Anlayış göstermek, karşı tarafın hatasını bağışlamak ya da onun seviyesine inmeden muhatap olmadan susmak, oradan uzaklaşmaktır. İnsanın idraki ve akli seviyesine göre davranmak gerekir. Ancak bunu gerçekleştirmek çok zor. Hangi birinden uzak kalacağız. Biz anlayışsız insan değil, anlayışlı insan arıyoruz. Nadir olan anlayışlı insan. Yoksa anlayışsız, kaba, müsamahasız insan aramaya gerek yok. Bunun içindir ki Yusuf Has Hacip anlayışı önemser: "Anlayış bir yulardır; insan onu elinde tutarsa, dileğine erişir ve bütün arzularına nail olur." der.

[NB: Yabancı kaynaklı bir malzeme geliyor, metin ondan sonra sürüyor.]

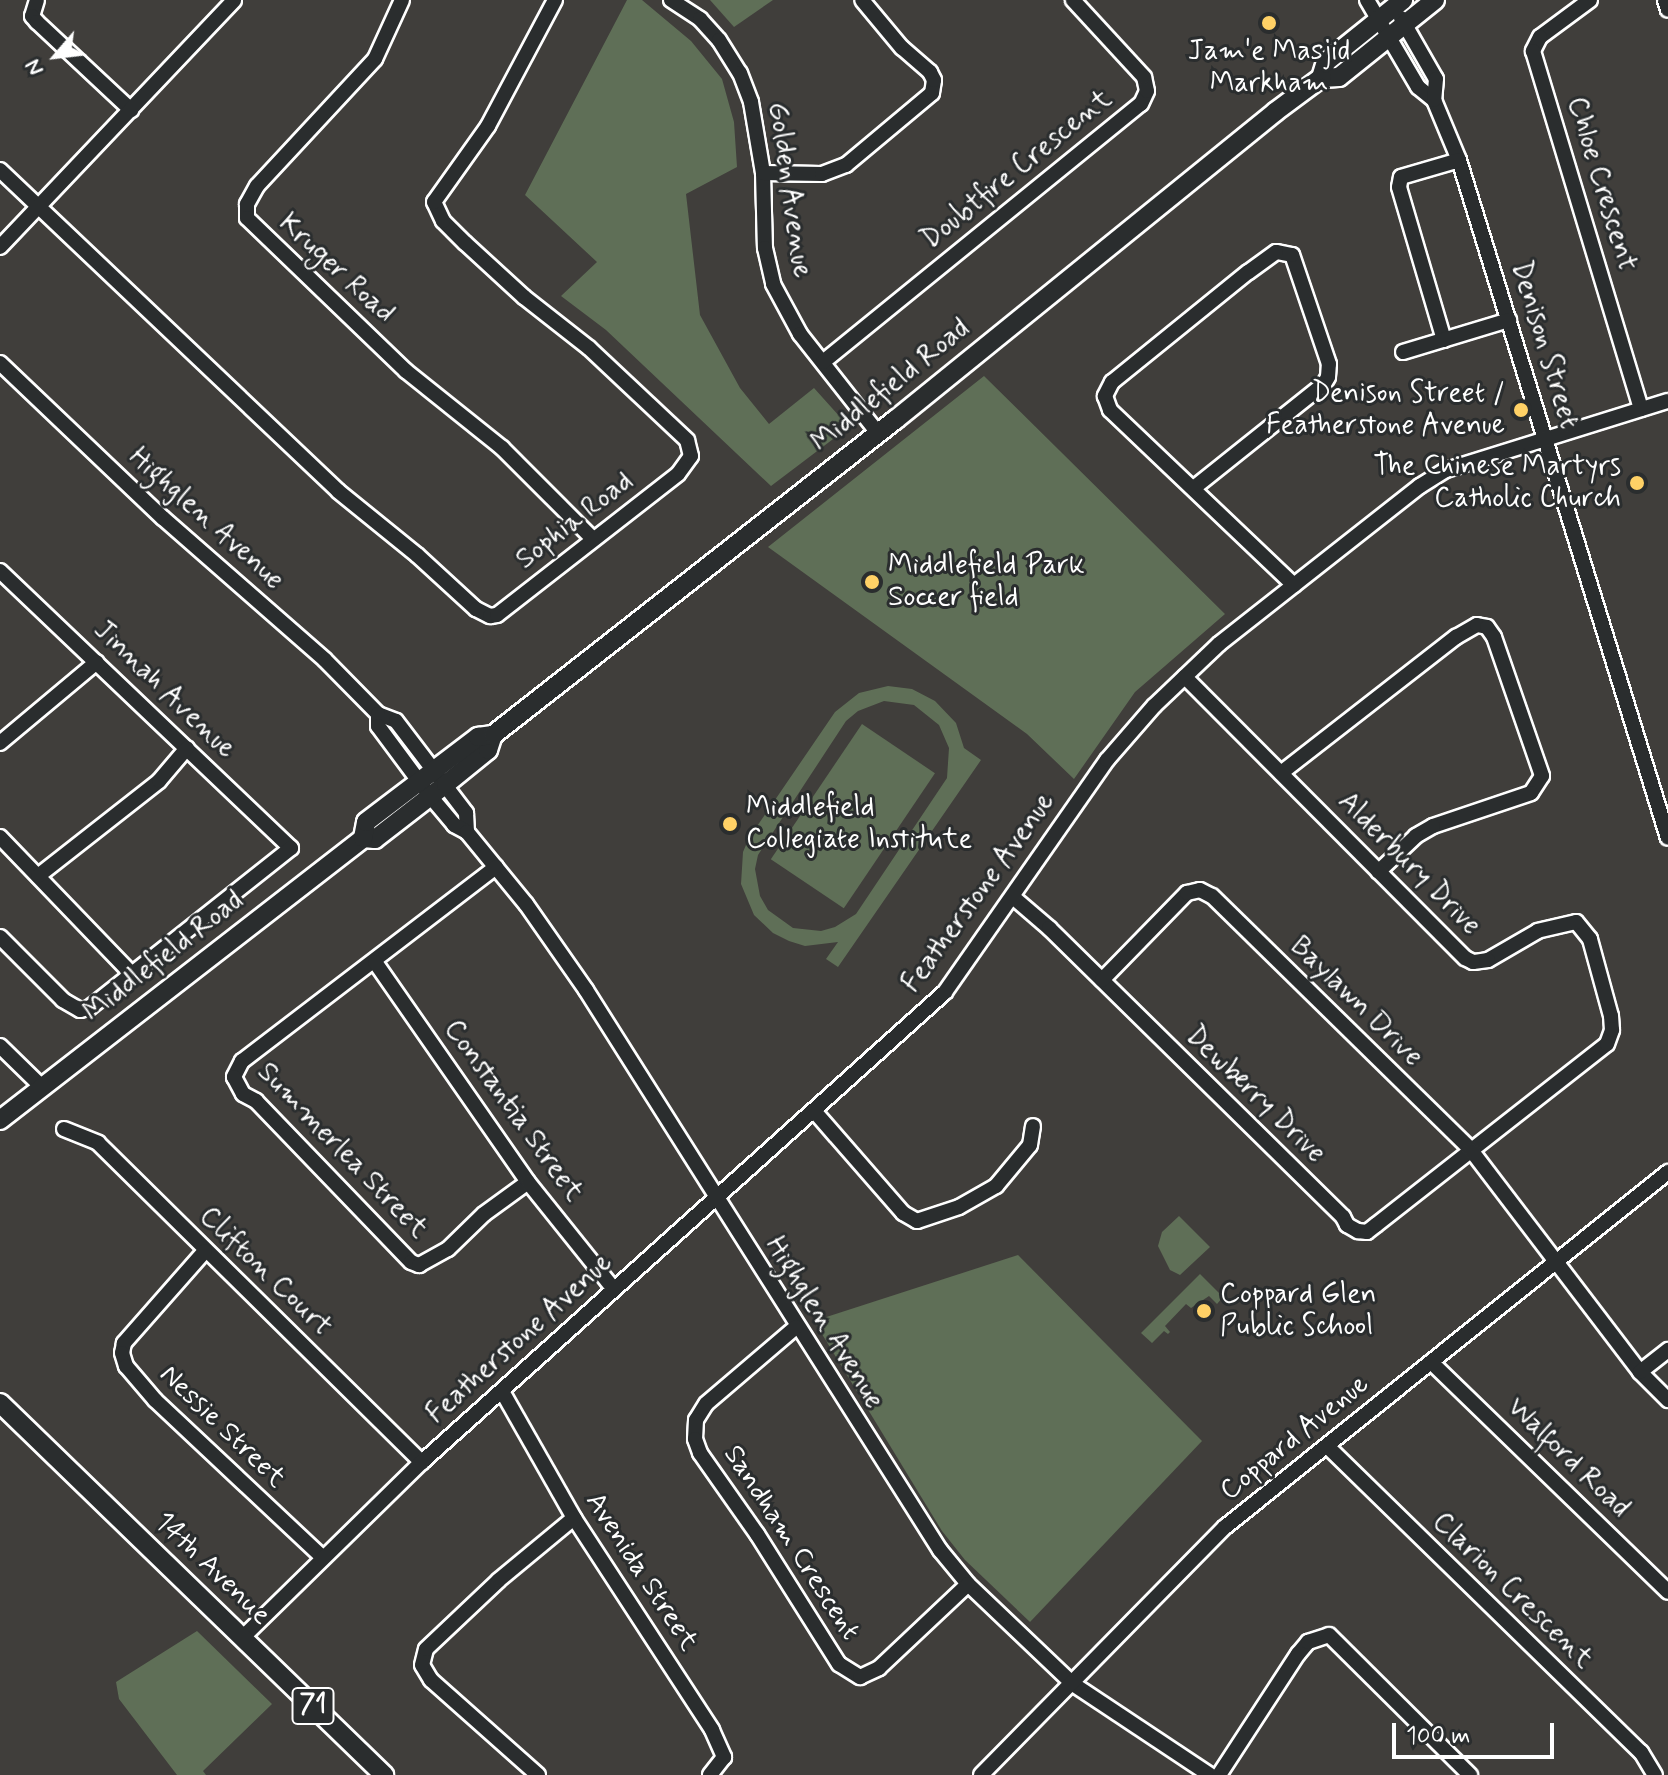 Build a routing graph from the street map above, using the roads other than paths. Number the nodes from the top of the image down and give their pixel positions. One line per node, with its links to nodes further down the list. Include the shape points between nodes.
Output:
1 (37, 0): 19 (street, via 32,16 37,22)
2 (234, 0): 19 (street)
3 (402, 0): 35 (street, Kruger Road, via 375,59 257,186 247,204 247,218 406,371 502,448)
4 (555, 0): 35 (street, Sophia Road, via 488,126 434,202 443,221 465,243 589,348 691,447 690,460 678,474)
5 (671, 0): 22 (street, Golden Avenue, via 712,31 740,73 751,102)
6 (862, 0): 22 (street, via 930,72 932,93 846,165 822,174)
7 (1073, 0): 28 (street, Doubtfire Crescent, via 1144,77 1147,91 1141,104)
8 (1367, 0): 14 (street, Denison Street)
9 (1435, 0): 15 (main road, Middlefield Road)
10 (1590, 0): 31 (street, Chloe Crescent, via 1540,37 1533,51)
11 (1665, 0): 13 (street)
12 (1395, 2): 14 (main road, Middlefield Road); 15 (street, Denison Street)
13 (1668, 10)
14 (1379, 19): 16 (street, Denison Street); 17 (main road, Middlefield Road, via 1326,62)
15 (1406, 24): 16 (main road, Middlefield Road); 18 (street, Denison Street, via 1436,79)
16 (1390, 36): 17 (main road, Middlefield Road, via 1339,77); 18 (street, Denison Street, via 1418,87)
17 (1321, 78): 32 (main road, Middlefield Road)
18 (1434, 100): 20 (street, Denison Street)
19 (131, 110): 23 (street)
20 (1459, 160): 25 (street, Denison Street); 26 (street, via 1401,177 1399,187)
21 (0, 170): 23 (street, Sophia Road)
22 (763, 173): 28 (street, Golden Avenue, via 765,248 773,284 800,334)
23 (40, 207): 24 (street); 35 (street, Sophia Road, via 316,471 481,613 504,611)
24 (0, 247)
25 (1509, 320): 26 (street); 33 (street, Denison Street)
26 (1444, 340): 27 (street)
27 (1403, 352)
28 (823, 362): 32 (street, Golden Avenue)
29 (0, 363): 40 (street, Highglen Avenue)
30 (1668, 401): 31 (street, Featherstone Avenue)
31 (1641, 409): 33 (street, Featherstone Avenue)
32 (878, 433): 44 (main road, Middlefield Road, via 493,735 478,737)
33 (1545, 437): 37 (street, Featherstone Avenue, via 1446,470); 48 (street, Denison Street)
34 (1195, 487): 34 (street, via 1328,377 1329,364 1292,255 1276,252 1266,258 1106,391 1110,410); 37 (street)
35 (593, 539)
36 (0, 571): 38 (street, Jinnah Avenue)
37 (1294, 585): 39 (street, Featherstone Avenue)
38 (97, 662): 41 (street); 42 (street, Jinnah Avenue)
39 (1185, 677): 43 (street, Alderbury Drive); 52 (street, Featherstone Avenue, via 1107,760)
40 (378, 714): 44 (street, Highglen Avenue, via 396,721); 45 (street, Highglen Avenue, via 378,726)
41 (0, 743)
42 (187, 748): 51 (street, via 159,781); 55 (street, Jinnah Avenue, via 291,848)
43 (1281, 773): 50 (street, Alderbury Drive); 50 (street, via 1456,637 1477,625 1487,627 1542,776 1531,793 1433,826)
44 (441, 777): 45 (main road, Middlefield Road); 46 (street, Highglen Avenue, via 466,813)
45 (425, 789): 46 (street, Highglen Avenue, via 454,825); 58 (main road, Middlefield Road, via 375,839 363,838)
46 (467, 832): 49 (street, Highglen Avenue)
47 (0, 837): 51 (street)
48 (1668, 838)
49 (496, 867): 54 (street, Summerlea Street); 66 (street, Highglen Avenue, via 586,990)
50 (1378, 872): 63 (street, Alderbury Drive, via 1473,962 1488,960 1560,923 1576,922 1590,939 1611,1016 1611,1038)
51 (38, 876): 55 (street)
52 (1013, 897): 56 (street, Dewberry Drive); 59 (street, Featherstone Avenue, via 945,992)
53 (0, 937): 55 (street, via 80,1010)
54 (375, 962): 65 (street, Constantia Street); 65 (street, Summerlea Street, via 242,1061 234,1077 243,1094 325,1171 392,1246 419,1265 448,1249)
55 (132, 974)
56 (1102, 980): 63 (street, Dewberry Drive, via 1358,1231 1367,1232); 63 (street, Baylawn Drive, via 1187,893 1200,890)
57 (0, 1046): 58 (street)
58 (42, 1087): 60 (main road, Middlefield Road)
59 (815, 1112): 61 (street, via 903,1213 917,1221 959,1207 996,1186 1030,1145); 66 (street, Featherstone Avenue)
60 (0, 1120)
61 (1033, 1126)
62 (64, 1129): 67 (street, Clifton Court, via 98,1143)
63 (1471, 1150): 68 (street, Baylawn Drive)
64 (1668, 1172): 68 (street, Coppard Avenue)
65 (528, 1182): 69 (street, Constantia Street)
66 (715, 1198): 69 (street, Featherstone Avenue); 70 (street, Highglen Avenue)
67 (205, 1251): 78 (street, Clifton Court); 80 (street, Nessie Street, via 124,1343 126,1366 155,1400)
68 (1557, 1262): 72 (street, Coppard Avenue); 73 (street, Baylawn Drive)
69 (613, 1288): 74 (street, Featherstone Avenue)
70 (796, 1327): 81 (street, Highglen Avenue, via 907,1503); 81 (street, Sandham Crescent, via 706,1404 696,1420 695,1439 839,1664 860,1677 879,1668)
71 (1668, 1350): 73 (street)
72 (1431, 1362): 77 (street, Coppard Avenue); 82 (street, Walford Road)
73 (1640, 1372): 75 (street, Baylawn Drive)
74 (503, 1393): 78 (street, Featherstone Avenue); 79 (street, Avenida Street)
75 (1668, 1400)
76 (0, 1403): 83 (main road, 14th Avenue / 71)
77 (1329, 1448): 84 (street, Coppard Avenue, via 1225,1527); 92 (street, Clarion Crescent, via 1641,1752)
78 (422, 1462): 80 (street, Featherstone Avenue)
79 (574, 1518): 86 (street, via 426,1649 422,1665 431,1680); 87 (street, Avenida Street, via 712,1730 724,1757)
80 (322, 1557): 83 (street, Featherstone Avenue)
81 (968, 1584): 84 (street, Highglen Avenue)
82 (1668, 1592)
83 (242, 1638): 85 (main road, 14th Avenue / 71)
84 (1073, 1684): 88 (street, Coppard Avenue); 89 (street, Highglen Avenue)
85 (384, 1775)
86 (538, 1775)
87 (710, 1775)
88 (981, 1775)
89 (1210, 1775)
90 (1219, 1775): 91 (street, via 1298,1654 1308,1642 1329,1635)
91 (1470, 1775)
92 (1655, 1775)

İnsanın en çekilmezi ve uzak durulması gerekeni anlama yetisi zayıf olan anlayışsız insandır. Çünkü anlayışsız, cahil insana laf anlatmak deveye hendek atlatmaktan daha zordur der atalar. Anlama yetisi kıt olan, kalın kafalı, halden yoldan anlamayandan aslandan kaçar gibi kaçmak gerekir. Bu tür insanlar başınızı belaya verdiği gibi huzurunuzu da elinizden alır.
Cahil insan bilgiden noksan olduğu gibi anlayıştan da noksandır. O halde cehaletten kurtulmak için iyi, doğru ve güzel adına bilgi edinilmelidir. Bu bilginin yanına anlayışımızı da katmazsak yine yarım kalırız. O halde her bilgili insan anlayışlı olmadığı gibi her anlayışlı insan da bilgili olmaya bilir. Hem bilgili hem de anlayışlı olmak gerekir.
Dualarımızda bilgi ve anlayışımızın artması için şu duayı edelim.
"Rabbim, ilmimi artır."
"Rabbim, bilgimi ve anlayışımı artır, beni aklıyla, vicdanıyla, iradesiyle ve nefsiyle uyum içerisinde barışçı iş işleyen iyi insanlar arasına kat."